We have some internal changes to support I/O space, but for now I've gone
ahead and removed pci_ioport_resource.

>> +               /*
>> +                * The PCI memory resource is located above the PA space.
>> +                * The memory range for the PCI root bus should not overlap
>> +                * with the physical RAM
>> +                */
>> +               pci_add_resource_offset(&resources, &iomem_resource,
>> +                                       1ULL << CHIP_PA_WIDTH());
> This says that your entire physical address space (currently
> 0x0-0xffffffff_ffffffff) is routed to the PCI bus, which is not true.
> I think what you want here is pci_iomem_resource, but I'm not sure
> that's set up correctly.  It should contain the CPU physical address
> that are routed to the PCI bus.  Since you mention an offset, the PCI
> bus addresses will "CPU physical address - offset".

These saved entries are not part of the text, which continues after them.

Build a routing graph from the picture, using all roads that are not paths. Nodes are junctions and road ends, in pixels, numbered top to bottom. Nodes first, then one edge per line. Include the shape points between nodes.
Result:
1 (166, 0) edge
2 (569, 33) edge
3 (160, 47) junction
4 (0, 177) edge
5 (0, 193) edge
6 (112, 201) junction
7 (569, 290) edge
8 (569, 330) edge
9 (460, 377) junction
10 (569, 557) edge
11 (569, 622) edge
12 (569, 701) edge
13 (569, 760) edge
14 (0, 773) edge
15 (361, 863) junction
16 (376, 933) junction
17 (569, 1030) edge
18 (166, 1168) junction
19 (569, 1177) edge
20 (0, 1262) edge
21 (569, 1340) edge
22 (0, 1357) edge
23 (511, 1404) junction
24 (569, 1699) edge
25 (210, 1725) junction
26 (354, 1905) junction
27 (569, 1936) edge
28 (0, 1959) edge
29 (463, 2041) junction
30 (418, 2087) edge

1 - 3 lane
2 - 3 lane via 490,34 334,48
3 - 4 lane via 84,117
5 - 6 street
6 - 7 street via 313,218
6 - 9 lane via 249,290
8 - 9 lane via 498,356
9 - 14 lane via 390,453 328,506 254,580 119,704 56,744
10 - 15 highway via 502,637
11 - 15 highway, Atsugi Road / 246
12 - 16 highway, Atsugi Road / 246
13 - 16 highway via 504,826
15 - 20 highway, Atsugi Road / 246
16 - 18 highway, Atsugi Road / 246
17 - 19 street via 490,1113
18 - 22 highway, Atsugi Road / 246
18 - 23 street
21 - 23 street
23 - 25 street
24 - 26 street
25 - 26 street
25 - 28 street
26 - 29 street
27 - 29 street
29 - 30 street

Yes, we've changed it to use pci_iomem_resource. On TILE-Gx, there are two
types of CPU physical addresses: physical RAM addresses and MMIO addresses.
The MMIO address has the MMIO attribute in the page table. So, the physical
address spaces for the RAM and the PCI are completely separate. Instead, we
have the following relationship: PCI bus address = PCI resource address -
offset, where the PCI resource addresses are defined by pci_iomem_resource
and they are never generated by the CPU.

> I don't understand the CHIP_PA_WIDTH() usage -- that seems to be the
> physical address width, but you define TILE_PCI_MEM_END as "((1ULL <<
> CHIP_PA_WIDTH()) + TILE_PCI_BAR_WINDOW_TOP)", which would mean the CPU
> could never generate that address.

Exactly. The CPU-generated physical addresses for the PCI space, i.e. the
MMIO addresses, have an address format that is defined by the RC
controller. They go to the RC controller directly, because the page table
entry also encodes the RC controller’s location on the chip.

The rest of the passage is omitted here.